I‘m asked to find an example of a $\mathcal{L}^1$-measurable function $f : [0,1] → \mathbb{R}$ such that for every $\mathcal{L}^1$-measurable set $M ⊂ [0,1]$ with $\mathcal{L}^1(M) = 1$, the restriction $f|_M : M → \mathbb{R} $ is discontinuous in all but finitely many points of $M$.
I know that I should use the existence of a Lebesgue measurable subset $A ⊂ [0, 1]$ such that $\mathcal{L}^1(U ∩ A) · \mathcal{L}^1(U ∩ A^C) > 0$ for all nonempty open subsets $U ⊂ [0, 1]$.
In the provided solution they state that if we chose $f$ the characteristic function on this $A$, then $f|_M$ is always discontinuous except at $0$ and $1$. The proof I found is very different from the one in the solution manual and since I also proved discontinuity even at $0$ and $1$ I‘m a bit concerned wether I‘ve made a mistake. I‘d be really gratful if someone could check it:
Let $f$ be the characteristic function on $A$ and let $f|_M$ be continuous at $x \in [0,1]$, let‘s suppose $f(x)=1$. Then there exists an open neighbourhood $U$ of $x$ in $[0,1]$ s.t. $f(U \cap M) \subset (0.9,1.1)$ thus we have $U \cap M \subseteq A$ (because $f$ only takes the values $0,1$).
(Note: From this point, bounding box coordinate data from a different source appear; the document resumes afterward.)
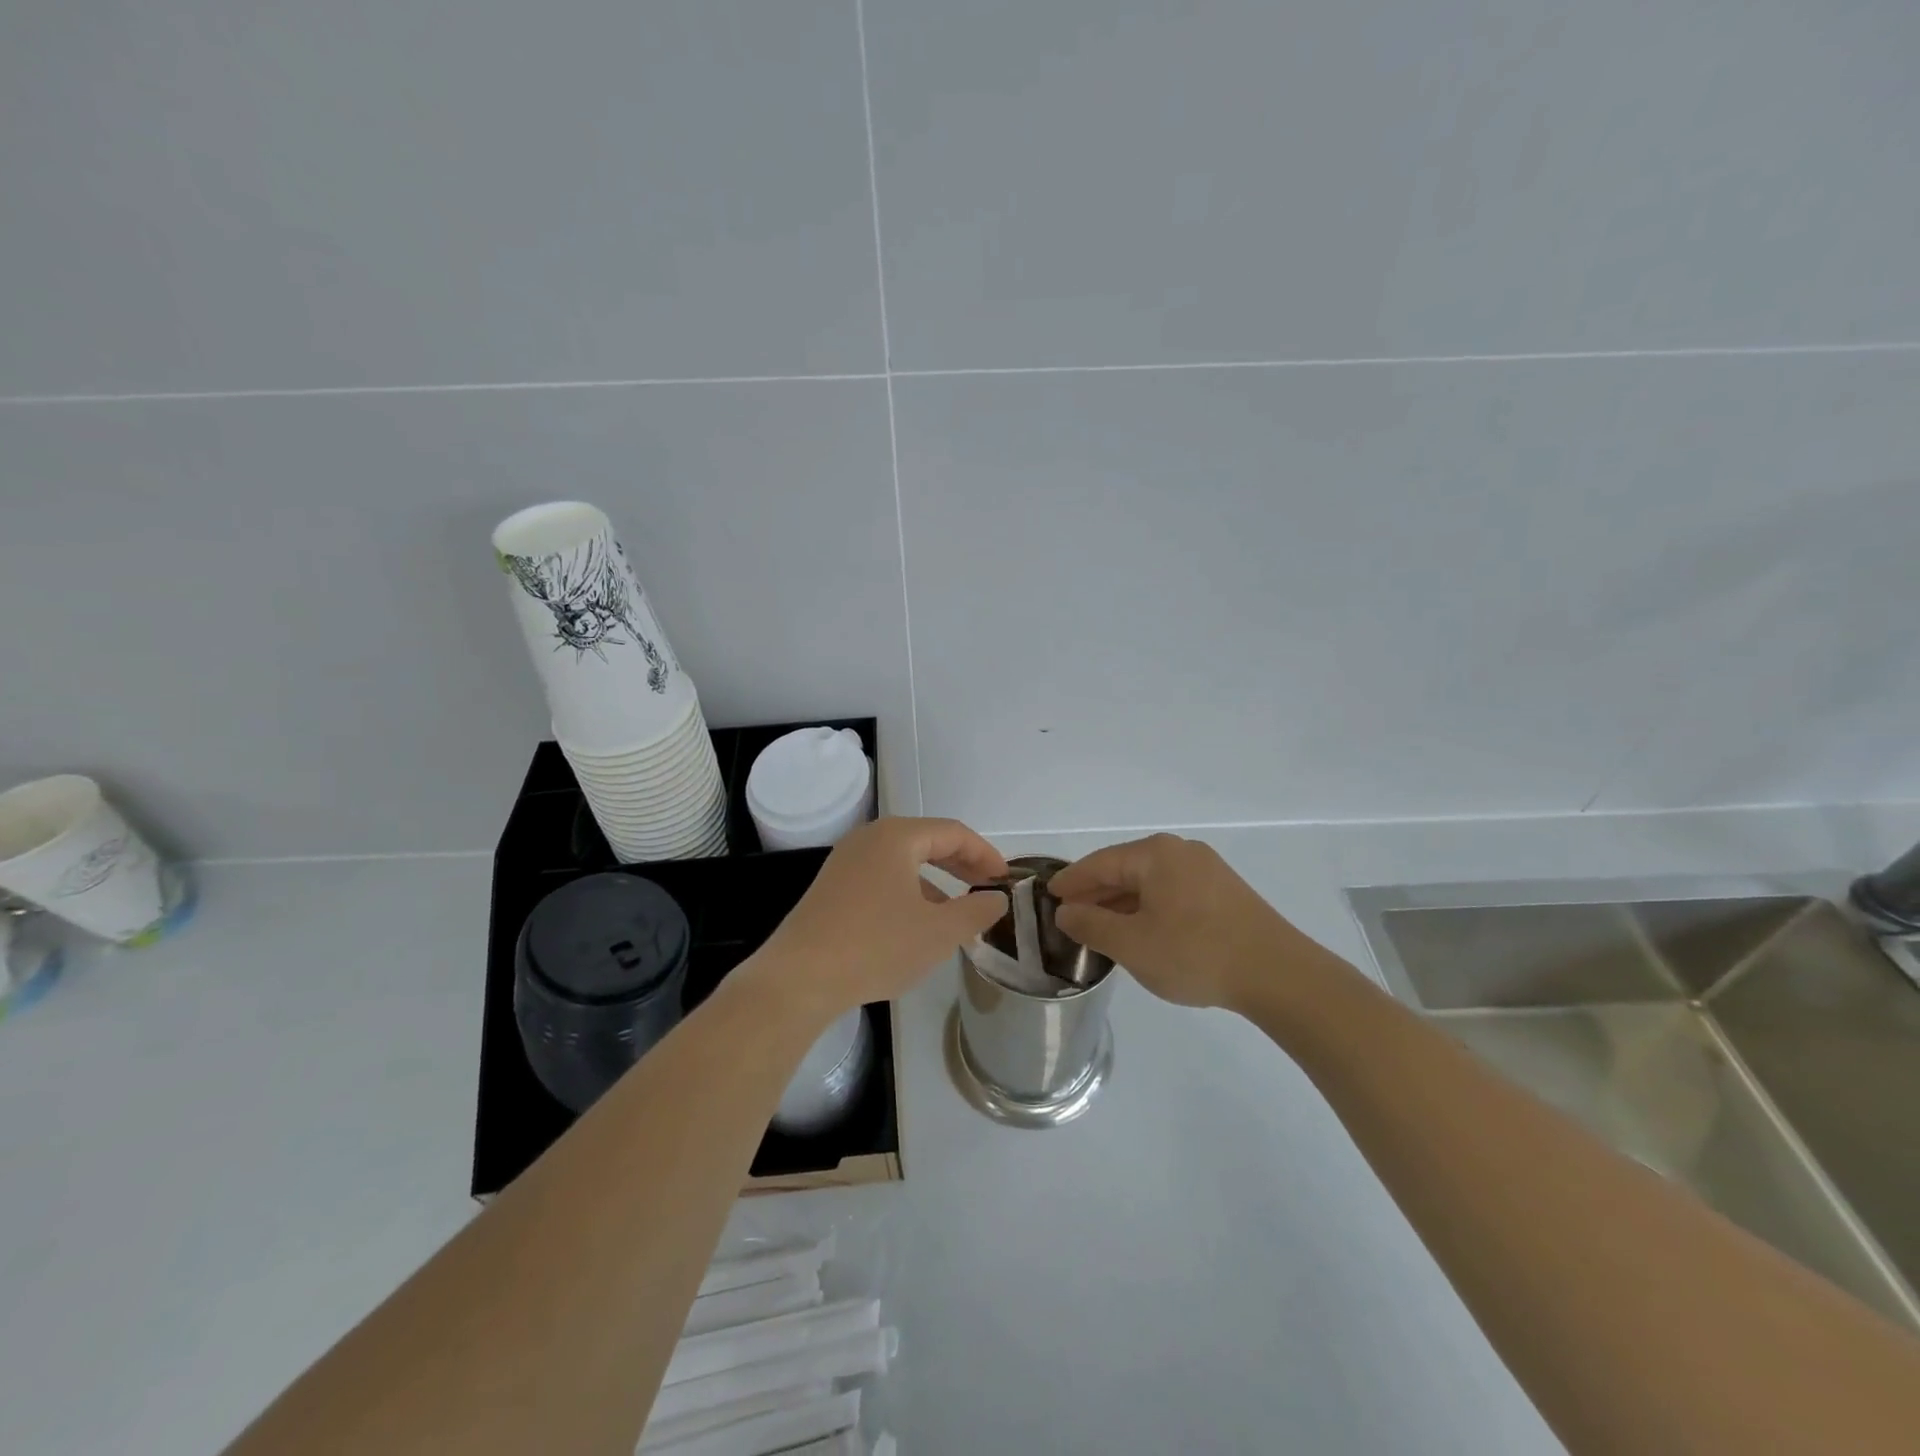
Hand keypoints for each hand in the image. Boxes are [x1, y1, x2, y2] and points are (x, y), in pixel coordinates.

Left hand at [752, 817, 1008, 1023]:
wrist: (799, 978)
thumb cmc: (876, 946)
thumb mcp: (939, 933)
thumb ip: (976, 911)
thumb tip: (997, 899)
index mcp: (897, 837)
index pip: (954, 833)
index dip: (986, 854)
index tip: (1006, 879)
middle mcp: (869, 839)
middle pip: (928, 841)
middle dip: (962, 865)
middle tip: (988, 890)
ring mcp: (846, 861)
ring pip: (904, 861)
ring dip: (936, 881)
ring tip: (958, 912)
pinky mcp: (832, 887)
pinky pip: (882, 877)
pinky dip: (909, 891)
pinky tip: (917, 924)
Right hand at [1049, 833, 1323, 1011]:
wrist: (1279, 975)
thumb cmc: (1196, 953)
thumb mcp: (1132, 944)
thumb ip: (1092, 924)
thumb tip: (1066, 911)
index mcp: (1154, 855)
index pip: (1099, 864)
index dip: (1071, 881)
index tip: (1048, 895)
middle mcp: (1180, 851)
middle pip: (1124, 868)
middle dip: (1095, 892)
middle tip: (1069, 914)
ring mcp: (1206, 869)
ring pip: (1149, 881)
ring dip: (1122, 902)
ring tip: (1100, 926)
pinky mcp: (1224, 891)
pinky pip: (1172, 891)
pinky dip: (1148, 907)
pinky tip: (1142, 930)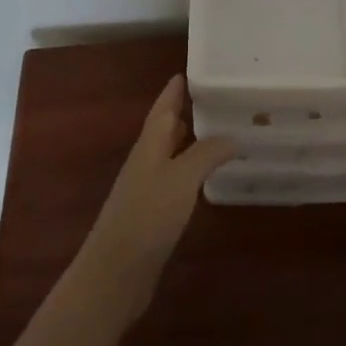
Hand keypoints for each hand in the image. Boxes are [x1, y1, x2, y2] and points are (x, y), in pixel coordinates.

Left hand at [73, 76, 234, 325]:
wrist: (113, 275)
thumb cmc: (146, 217)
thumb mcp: (181, 179)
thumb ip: (207, 153)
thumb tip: (232, 135)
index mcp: (149, 145)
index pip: (163, 107)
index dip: (175, 89)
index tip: (190, 70)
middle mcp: (147, 161)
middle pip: (165, 127)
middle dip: (185, 110)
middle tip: (214, 96)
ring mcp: (147, 189)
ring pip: (170, 153)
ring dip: (189, 139)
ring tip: (216, 128)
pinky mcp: (152, 214)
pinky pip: (175, 179)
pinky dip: (191, 168)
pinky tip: (206, 175)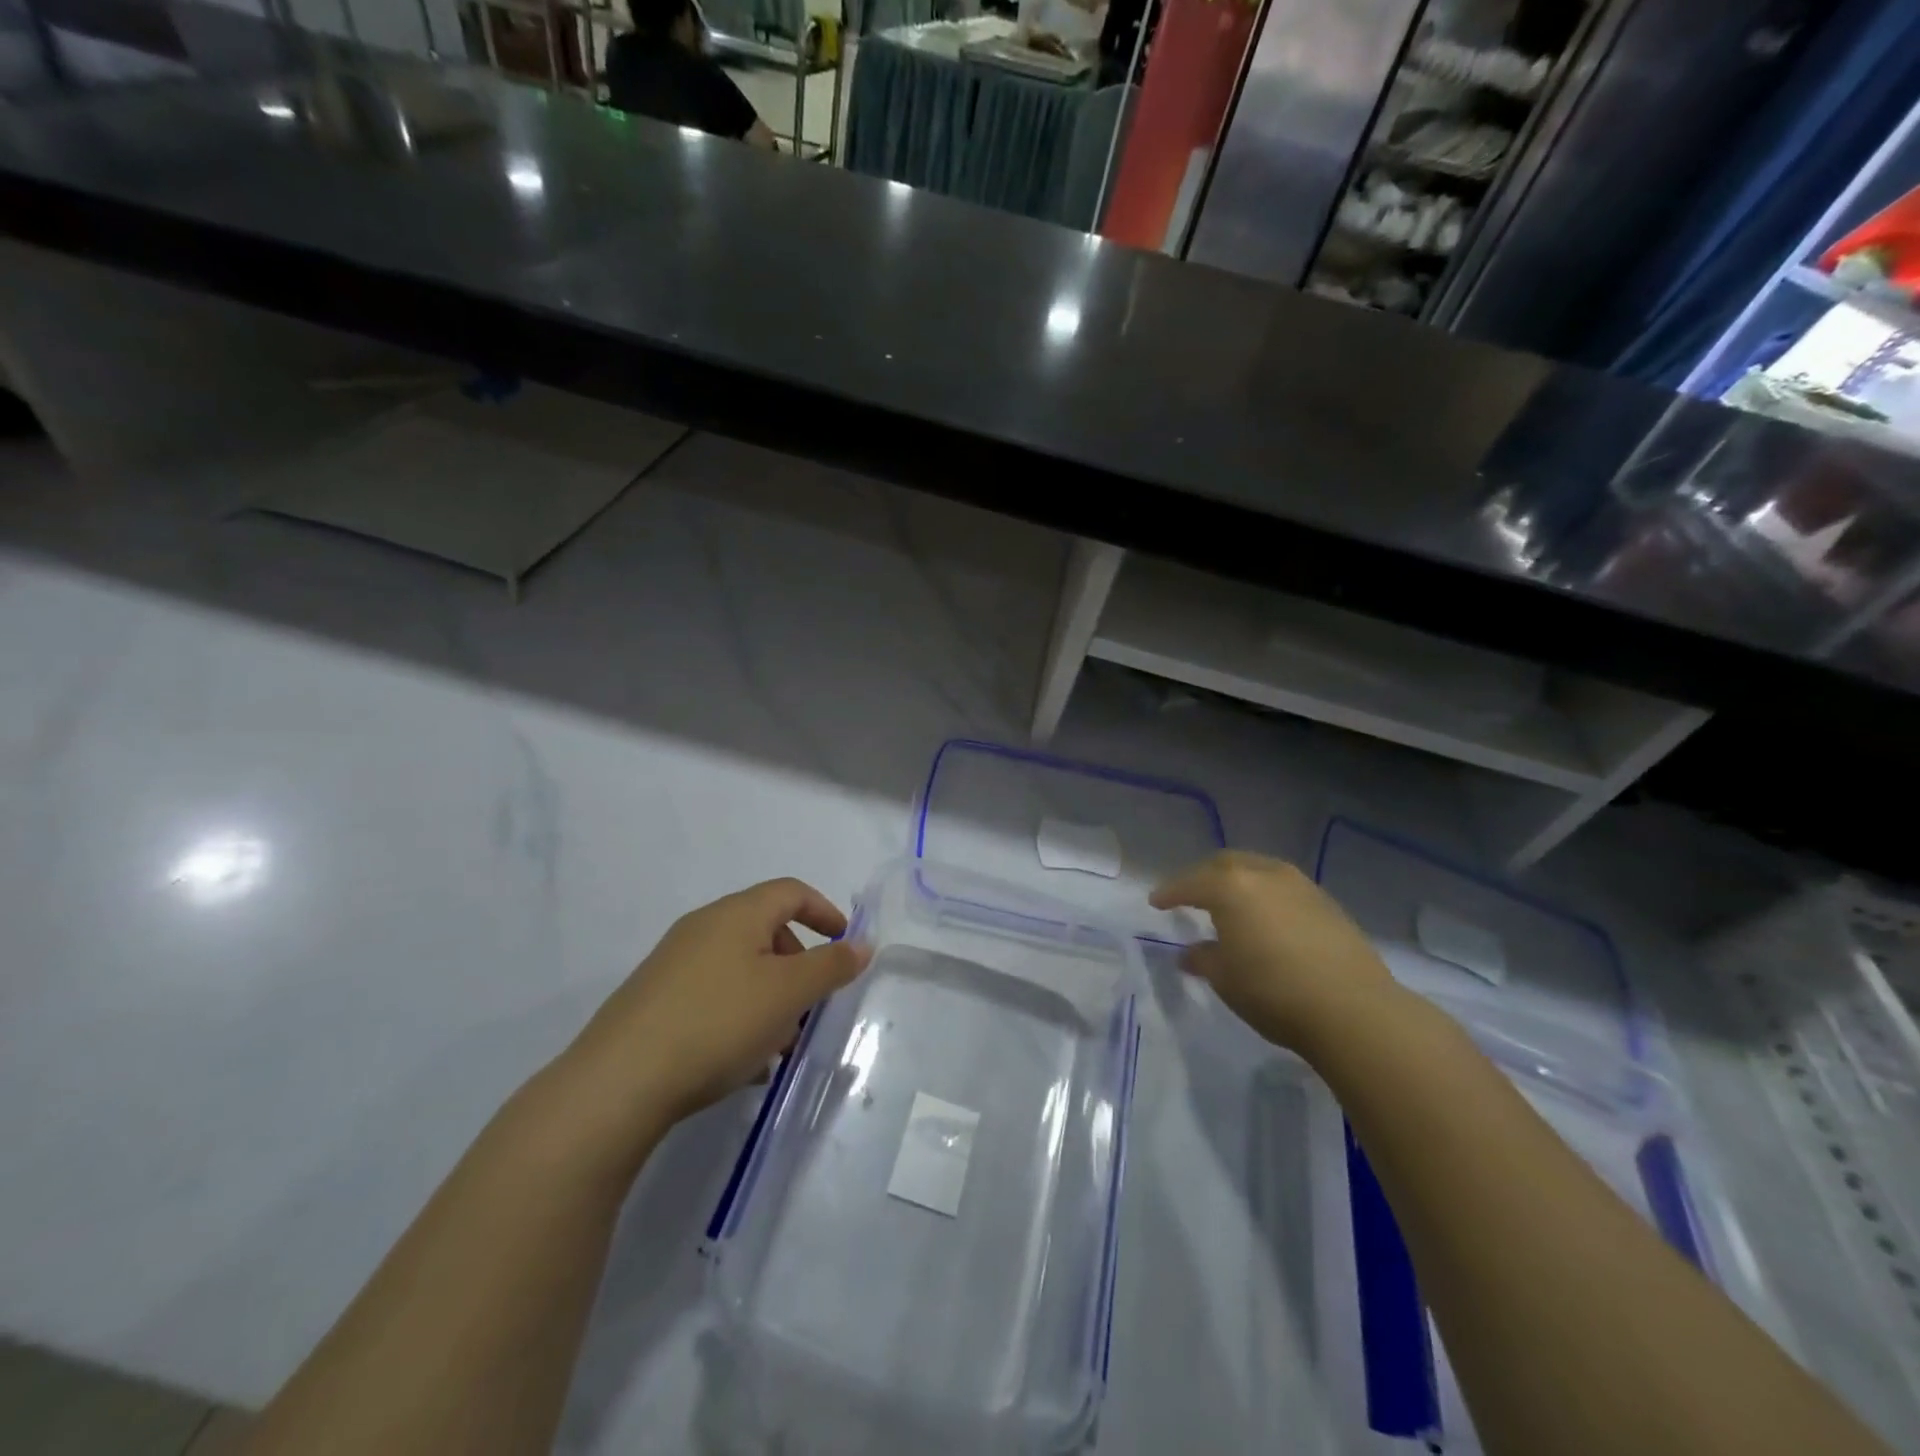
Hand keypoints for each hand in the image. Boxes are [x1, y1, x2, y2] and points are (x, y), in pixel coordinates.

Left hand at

Now because of $A$‘s properties: $$ 0< \mathcal{L}^1(U \cap A^C)= \mathcal{L}^1((U \cap A^C)\setminus M)+ \mathcal{L}^1(U \cap A^C \cap M) \leq \mathcal{L}^1(U\setminus M) $$ But we also have: $$ \mathcal{L}^1(U \setminus M) \leq \mathcal{L}^1([0,1]\setminus M)=1-1=0 $$
Which is a contradiction. The case $f(x)=0$ works exactly the same by switching the roles of $A$ and $A^C$.